ENTRIES SHOWN:
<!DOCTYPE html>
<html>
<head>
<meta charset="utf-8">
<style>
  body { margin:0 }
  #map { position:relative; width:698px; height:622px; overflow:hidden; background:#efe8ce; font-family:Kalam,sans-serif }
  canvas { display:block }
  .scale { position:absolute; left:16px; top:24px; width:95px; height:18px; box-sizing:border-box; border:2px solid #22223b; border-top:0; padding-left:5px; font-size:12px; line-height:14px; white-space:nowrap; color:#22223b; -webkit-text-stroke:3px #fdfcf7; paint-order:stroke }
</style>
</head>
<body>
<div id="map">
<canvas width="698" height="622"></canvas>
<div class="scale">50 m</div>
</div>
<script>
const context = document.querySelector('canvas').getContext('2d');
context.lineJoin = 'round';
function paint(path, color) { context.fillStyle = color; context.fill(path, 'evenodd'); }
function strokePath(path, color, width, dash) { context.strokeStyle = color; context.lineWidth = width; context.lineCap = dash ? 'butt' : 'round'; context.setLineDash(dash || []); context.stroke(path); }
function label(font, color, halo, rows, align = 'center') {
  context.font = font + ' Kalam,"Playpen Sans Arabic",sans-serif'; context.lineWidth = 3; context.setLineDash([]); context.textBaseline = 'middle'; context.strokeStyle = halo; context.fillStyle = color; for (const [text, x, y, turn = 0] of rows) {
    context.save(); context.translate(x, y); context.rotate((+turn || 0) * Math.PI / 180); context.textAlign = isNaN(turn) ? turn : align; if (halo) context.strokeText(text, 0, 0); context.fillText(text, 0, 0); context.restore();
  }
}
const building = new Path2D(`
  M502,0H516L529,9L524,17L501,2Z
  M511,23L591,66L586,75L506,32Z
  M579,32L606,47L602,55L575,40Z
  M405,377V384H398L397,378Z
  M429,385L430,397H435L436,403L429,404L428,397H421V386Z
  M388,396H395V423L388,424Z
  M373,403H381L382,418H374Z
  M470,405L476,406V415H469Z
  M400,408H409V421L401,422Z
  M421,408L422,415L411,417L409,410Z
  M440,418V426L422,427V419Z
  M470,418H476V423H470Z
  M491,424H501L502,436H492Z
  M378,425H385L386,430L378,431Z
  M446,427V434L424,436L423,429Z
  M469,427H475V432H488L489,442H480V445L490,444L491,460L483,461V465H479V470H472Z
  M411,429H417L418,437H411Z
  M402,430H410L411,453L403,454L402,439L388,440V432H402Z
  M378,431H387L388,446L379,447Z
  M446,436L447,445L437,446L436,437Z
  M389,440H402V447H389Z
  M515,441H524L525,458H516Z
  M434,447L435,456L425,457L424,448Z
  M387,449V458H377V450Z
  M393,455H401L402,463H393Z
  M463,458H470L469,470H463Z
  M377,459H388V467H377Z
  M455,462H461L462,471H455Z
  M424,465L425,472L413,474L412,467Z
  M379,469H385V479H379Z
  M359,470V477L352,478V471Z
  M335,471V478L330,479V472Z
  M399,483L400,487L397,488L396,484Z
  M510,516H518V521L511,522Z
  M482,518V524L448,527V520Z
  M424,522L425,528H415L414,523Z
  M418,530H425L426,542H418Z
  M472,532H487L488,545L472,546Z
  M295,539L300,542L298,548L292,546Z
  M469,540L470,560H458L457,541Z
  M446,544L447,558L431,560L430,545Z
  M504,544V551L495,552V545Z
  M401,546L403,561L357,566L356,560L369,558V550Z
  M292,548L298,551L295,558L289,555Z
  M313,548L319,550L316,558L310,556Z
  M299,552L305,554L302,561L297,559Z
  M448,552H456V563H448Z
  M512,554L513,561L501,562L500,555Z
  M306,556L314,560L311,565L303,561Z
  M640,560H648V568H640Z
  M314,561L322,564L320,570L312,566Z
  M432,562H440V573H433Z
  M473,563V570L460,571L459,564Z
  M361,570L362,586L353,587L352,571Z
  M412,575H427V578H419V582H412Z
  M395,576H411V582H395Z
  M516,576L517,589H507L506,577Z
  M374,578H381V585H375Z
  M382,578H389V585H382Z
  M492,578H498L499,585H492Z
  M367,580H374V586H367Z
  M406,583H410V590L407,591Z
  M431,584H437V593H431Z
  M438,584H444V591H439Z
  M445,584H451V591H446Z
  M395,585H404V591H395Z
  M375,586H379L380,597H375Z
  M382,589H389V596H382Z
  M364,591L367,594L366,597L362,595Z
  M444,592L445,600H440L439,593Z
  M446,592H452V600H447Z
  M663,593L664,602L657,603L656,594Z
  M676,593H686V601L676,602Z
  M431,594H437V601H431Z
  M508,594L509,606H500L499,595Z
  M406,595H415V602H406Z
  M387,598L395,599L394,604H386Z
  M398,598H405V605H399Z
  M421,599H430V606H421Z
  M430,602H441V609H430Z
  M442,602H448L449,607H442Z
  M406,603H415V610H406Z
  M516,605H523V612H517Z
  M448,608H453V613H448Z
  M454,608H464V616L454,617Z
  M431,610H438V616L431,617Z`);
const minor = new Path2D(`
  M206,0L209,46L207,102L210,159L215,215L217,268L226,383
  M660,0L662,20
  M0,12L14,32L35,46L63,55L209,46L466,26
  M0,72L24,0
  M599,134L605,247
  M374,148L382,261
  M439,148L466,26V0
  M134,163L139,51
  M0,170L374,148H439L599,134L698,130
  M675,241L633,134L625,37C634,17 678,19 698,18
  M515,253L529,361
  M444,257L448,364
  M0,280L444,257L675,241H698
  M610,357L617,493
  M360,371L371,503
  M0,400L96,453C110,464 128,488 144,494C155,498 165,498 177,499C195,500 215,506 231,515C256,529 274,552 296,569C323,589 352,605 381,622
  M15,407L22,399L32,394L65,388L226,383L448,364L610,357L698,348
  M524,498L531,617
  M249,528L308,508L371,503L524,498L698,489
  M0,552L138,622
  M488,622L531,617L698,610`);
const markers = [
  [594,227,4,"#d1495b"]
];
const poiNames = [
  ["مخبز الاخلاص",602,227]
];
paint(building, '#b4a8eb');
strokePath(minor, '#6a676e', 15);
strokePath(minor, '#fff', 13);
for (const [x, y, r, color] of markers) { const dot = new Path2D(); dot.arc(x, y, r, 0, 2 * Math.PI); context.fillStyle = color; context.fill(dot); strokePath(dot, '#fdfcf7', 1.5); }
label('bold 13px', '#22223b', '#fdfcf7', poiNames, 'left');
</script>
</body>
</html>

REQUIREMENT:
Reply with nothing but the number of lines in the data that include the word "function".

SOLUTION FOR THIS PROBLEM:
3